**What to produce**
Could you say how many lines in the records include "strokeStyle"? Please give the number by itself.

(Stored data entries)
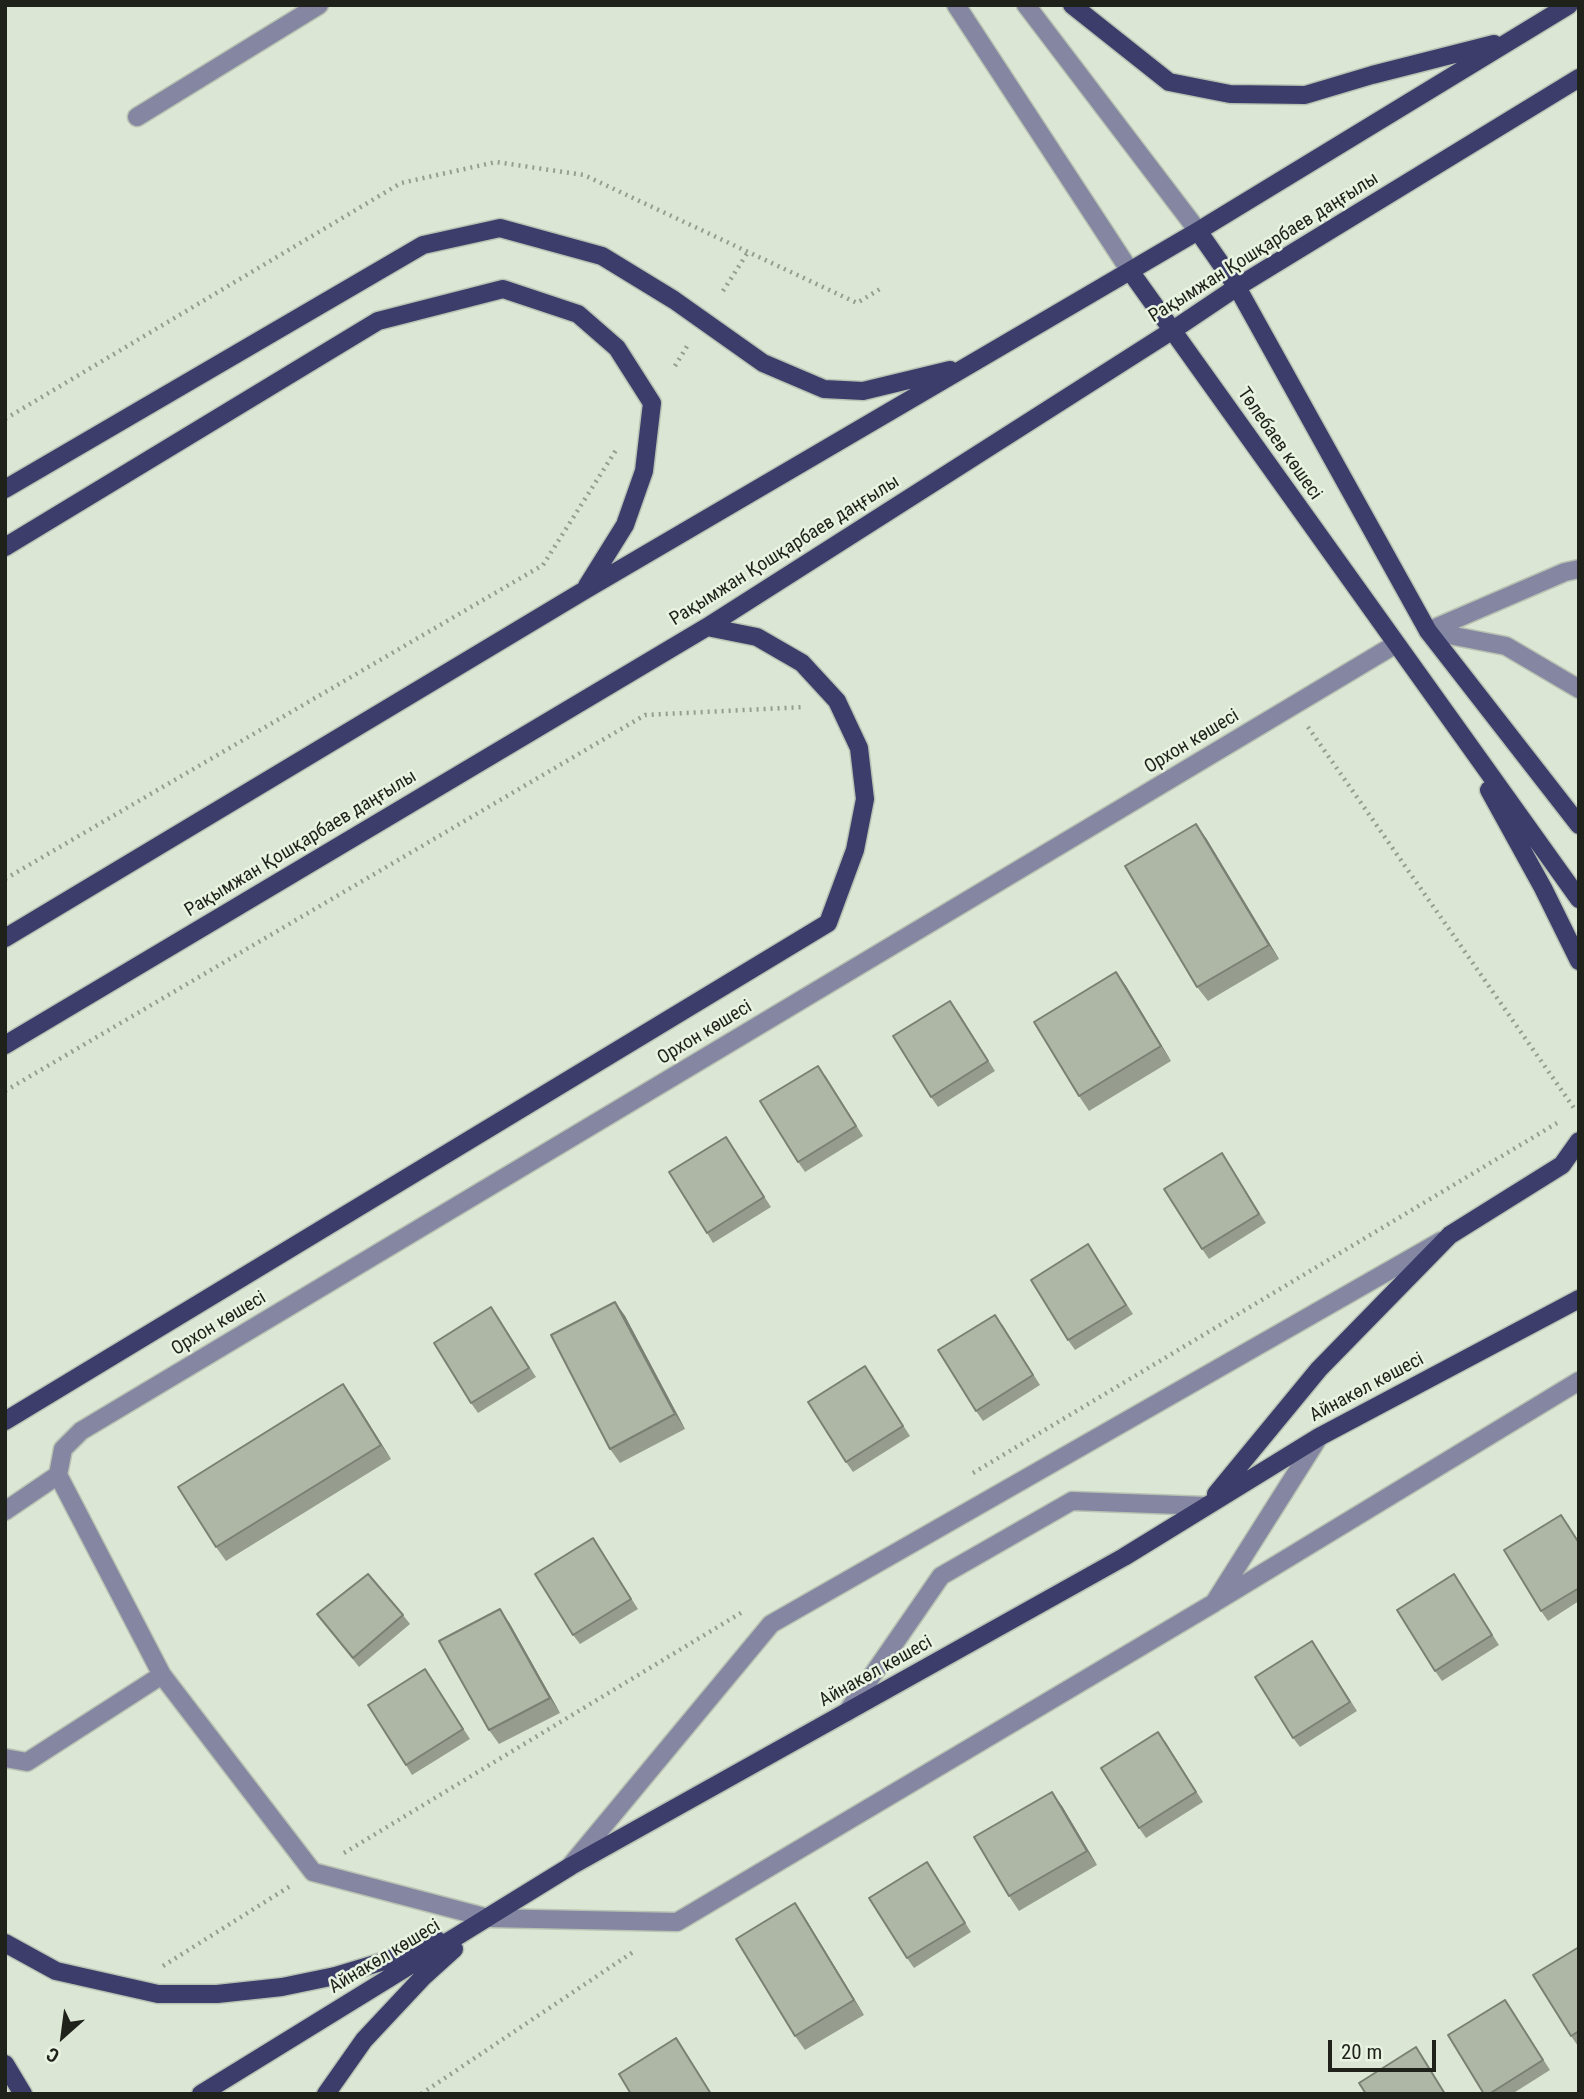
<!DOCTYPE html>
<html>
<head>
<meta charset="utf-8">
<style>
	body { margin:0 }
	#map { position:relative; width:1584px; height:2099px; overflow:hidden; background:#dce6d4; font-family:"Roboto Condensed",sans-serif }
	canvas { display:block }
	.frame { position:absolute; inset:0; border:7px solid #1f221b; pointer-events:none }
	.north { position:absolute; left:28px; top:2001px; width:70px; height:70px; -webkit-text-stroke:5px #e9f3e1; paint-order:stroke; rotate:208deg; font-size:19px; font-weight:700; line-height:28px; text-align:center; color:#1f221b }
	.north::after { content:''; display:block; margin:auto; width:24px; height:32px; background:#1f221b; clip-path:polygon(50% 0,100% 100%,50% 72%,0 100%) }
	.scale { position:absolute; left:1328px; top:2040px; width:108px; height:32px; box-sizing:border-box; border:4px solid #1f221b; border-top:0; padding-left:9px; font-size:21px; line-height:24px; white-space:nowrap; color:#1f221b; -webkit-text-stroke:5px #e9f3e1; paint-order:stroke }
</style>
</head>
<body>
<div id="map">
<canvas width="1584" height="2099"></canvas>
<div class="frame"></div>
<div class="north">С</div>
<div class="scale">20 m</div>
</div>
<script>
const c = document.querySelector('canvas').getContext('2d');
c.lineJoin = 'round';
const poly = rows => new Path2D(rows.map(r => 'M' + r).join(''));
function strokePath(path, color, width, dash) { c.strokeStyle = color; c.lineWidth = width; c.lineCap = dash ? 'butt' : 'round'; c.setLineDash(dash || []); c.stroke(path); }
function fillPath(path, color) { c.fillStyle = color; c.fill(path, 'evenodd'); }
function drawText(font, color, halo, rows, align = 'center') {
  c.font = font + ' "Roboto Condensed",sans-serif'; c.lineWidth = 5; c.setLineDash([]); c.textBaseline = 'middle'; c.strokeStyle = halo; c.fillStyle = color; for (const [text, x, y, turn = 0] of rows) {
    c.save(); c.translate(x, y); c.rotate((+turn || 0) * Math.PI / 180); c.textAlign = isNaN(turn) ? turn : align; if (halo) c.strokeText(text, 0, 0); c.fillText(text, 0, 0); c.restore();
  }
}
const minor = poly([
	[956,5,1130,271],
	[1026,5,1198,231],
	[137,117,319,5],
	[1428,631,1506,646,1579,689],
	[1428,631,1565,572,1579,569],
	[58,1475,63,1449,81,1431,1396,644],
	[58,1475,162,1675],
	[5,1511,58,1475],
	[1217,1601,1579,1381],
	[847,1712,941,1576,1072,1501,1206,1506],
	[5,1758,27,1762,162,1675,313,1872,488,1918,677,1922,1214,1603,1319,1437],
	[571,1865,771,1624,1441,1241]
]);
const major = poly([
	[1072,5,1169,82,1230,94,1305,95,1372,75,1494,44],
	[1198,231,1237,287,1428,631,1579,825],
	[1130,271,1579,899],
	[5,489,423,245,500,228,602,256,674,300,763,363,824,389,863,391,950,370],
	[5,547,378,321,503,289,578,314,617,348,652,403,644,471,625,525,587,586],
	[1489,790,1543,888,1579,961],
	[5,938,585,590,1198,231,1569,5],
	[5,1045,707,627,1173,330,1237,287,1579,78],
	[5,1421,828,923,855,850,865,799,859,748,837,701,802,663,757,637,707,627],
	[1216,1494,1319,1369,1450,1235,1562,1165,1579,1141],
	[5,1943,56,1971,158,1994,217,1994,282,1987,335,1976,388,1960,437,1940],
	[5,2064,23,2094],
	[201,2094,571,1866,1124,1557,1319,1437,1579,1299],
	[326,2094,364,2040,423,1977,454,1949]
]);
strokePath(minor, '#bac3b3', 21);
strokePath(major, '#bac3b3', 21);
strokePath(poly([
	[723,291,748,252],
	[675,366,689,343],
	[5,419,401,183,496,162,584,175,857,303,880,289],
	[1308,727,1576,1111],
	[5,879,543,565,618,447],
	[5,1091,645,715,805,707],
	[973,1473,1557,1123],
	[344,1853,744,1611],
	[163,1966,292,1885],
	[421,2094,636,1950]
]), '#969e90', 4.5, [2, 5]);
strokePath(minor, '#8587a2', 18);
strokePath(major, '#3c3d6b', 18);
fillPath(poly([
	[1206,838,1279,959,1208,1001,1197,987],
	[1116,972,1126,986,1171,1061,1089,1111,1079,1096],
	[957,1010,995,1071,938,1107,931,1097],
	[825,1075,863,1136,805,1172,798,1162],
	[726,1137,771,1207,713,1243,707,1233],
	[1222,1153,1266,1223,1209,1259,1202,1249],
	[1088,1244,1133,1314,1075,1350,1068,1340],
	[615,1302,625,1316,685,1429,620,1463,610,1449],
	[498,1317,536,1377,478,1413,471,1403],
	[1002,1324,1040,1385,983,1421,976,1411],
	[865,1366,910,1436,853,1472,846,1462],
	[343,1384,391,1459,226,1561,216,1547],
	[1568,1524,1579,1542,1579,1601,1548,1621,1541,1611],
	[593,1538,638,1609,580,1644,573,1635],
	[1454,1574,1499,1645,1442,1681,1435,1671],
	[500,1609,510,1624,560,1713,499,1744,489,1730],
	[317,1614,403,1615,410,1624,359,1667],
	[1319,1651,1357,1711,1300,1747,1293,1738],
	[425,1669,470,1739,412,1775,406,1765],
	[1165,1741,1203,1802,1146,1838,1139,1828],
	[1062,1806,1097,1865,1019,1911,1009,1896],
	[927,1862,971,1932,914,1968,907,1958],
	[795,1903,805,1918,864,2015,805,2050,795,2036],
	[1579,1947,1579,2045,1578,2046,1571,2036],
	[1505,2000,1550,2070,1512,2094,1484,2094]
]), '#969d8f');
fillPath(poly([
	[1196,824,1206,838,1279,959,1269,945],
	[1116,972,1126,986,1171,1061,1161,1046],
	[615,1302,625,1316,685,1429,675,1414],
	[343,1384,353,1398,391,1459,381,1445],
	[500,1609,510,1624,560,1713,550,1698],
	[1052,1792,1062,1806,1097,1865,1087,1851],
	[795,1903,805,1918,864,2015,854,2000]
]), '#7a8074');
const building = poly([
	[1196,824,1269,945,1197,987,1125,866,1196,824],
	[1116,972,1161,1046,1079,1096,1034,1022,1116,972],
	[950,1001,988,1061,931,1097,893,1036,950,1001],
	[818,1066,856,1126,798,1162,760,1101,818,1066],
	[726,1137,764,1197,707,1233,669,1172,726,1137],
	[1222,1153,1259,1214,1202,1249,1164,1189,1222,1153],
	[1088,1244,1126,1305,1068,1340,1031,1280,1088,1244],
	[615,1302,675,1414,610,1449,551,1335,615,1302],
	[491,1307,529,1368,471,1403,434,1343,491,1307],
	[995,1315,1033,1375,976,1411,938,1350,995,1315],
	[865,1366,903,1426,846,1462,808,1402,865,1366],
	[343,1384,381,1445,216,1547,178,1487,343,1384],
	[1561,1515,1579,1543,1579,1588,1541,1611,1504,1550,1561,1515],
	[593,1538,631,1599,573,1635,535,1574,593,1538],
	[368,1574,403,1615,353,1658,317,1614,368,1574],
	[1454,1574,1492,1635,1435,1671,1397,1610,1454,1574],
	[500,1609,550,1698,489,1730,439,1641,500,1609],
	[1312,1641,1350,1702,1293,1738,1255,1677,1312,1641],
	[425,1669,463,1729,406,1765,368,1705,425,1669],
	[1158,1732,1196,1792,1139,1828,1101,1768,1158,1732],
	[1052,1792,1087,1851,1009,1896,974,1837,1052,1792],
	[927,1862,965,1923,907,1958,869,1898,927,1862],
	[795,1903,854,2000,795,2036,736,1939,795,1903],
	[1579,1947,1579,2031,1571,2036,1533,1975,1579,1947],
	[1505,2000,1543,2060,1489,2094,1484,2094,1448,2035,1505,2000],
	[676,2038,711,2094,631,2094,619,2074,676,2038],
	[1416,2047,1445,2094,1366,2094,1359,2083,1416,2047]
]);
fillPath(building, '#aeb7a6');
strokePath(building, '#7a8074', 2);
drawText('19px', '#1f221b', '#e9f3e1', [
	["Рақымжан Қошқарбаев даңғылы",1264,248,-32],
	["Төлебаев көшесі",1279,444,55],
	["Рақымжан Қошқарбаев даңғылы",785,551,-32],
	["Орхон көшесі",1192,742,-31],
	["Рақымжан Қошқарбаев даңғылы",301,844,-31],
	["Орхон көшесі",705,1033,-31],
	["Орхон көшесі",219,1324,-31],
	["Айнакөл көшесі",1367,1388,-28],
	["Айнакөл көшесі",876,1672,-29],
	["Айнакөл көшесі",385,1957,-31]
]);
</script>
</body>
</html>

**Answer to the exercise**
2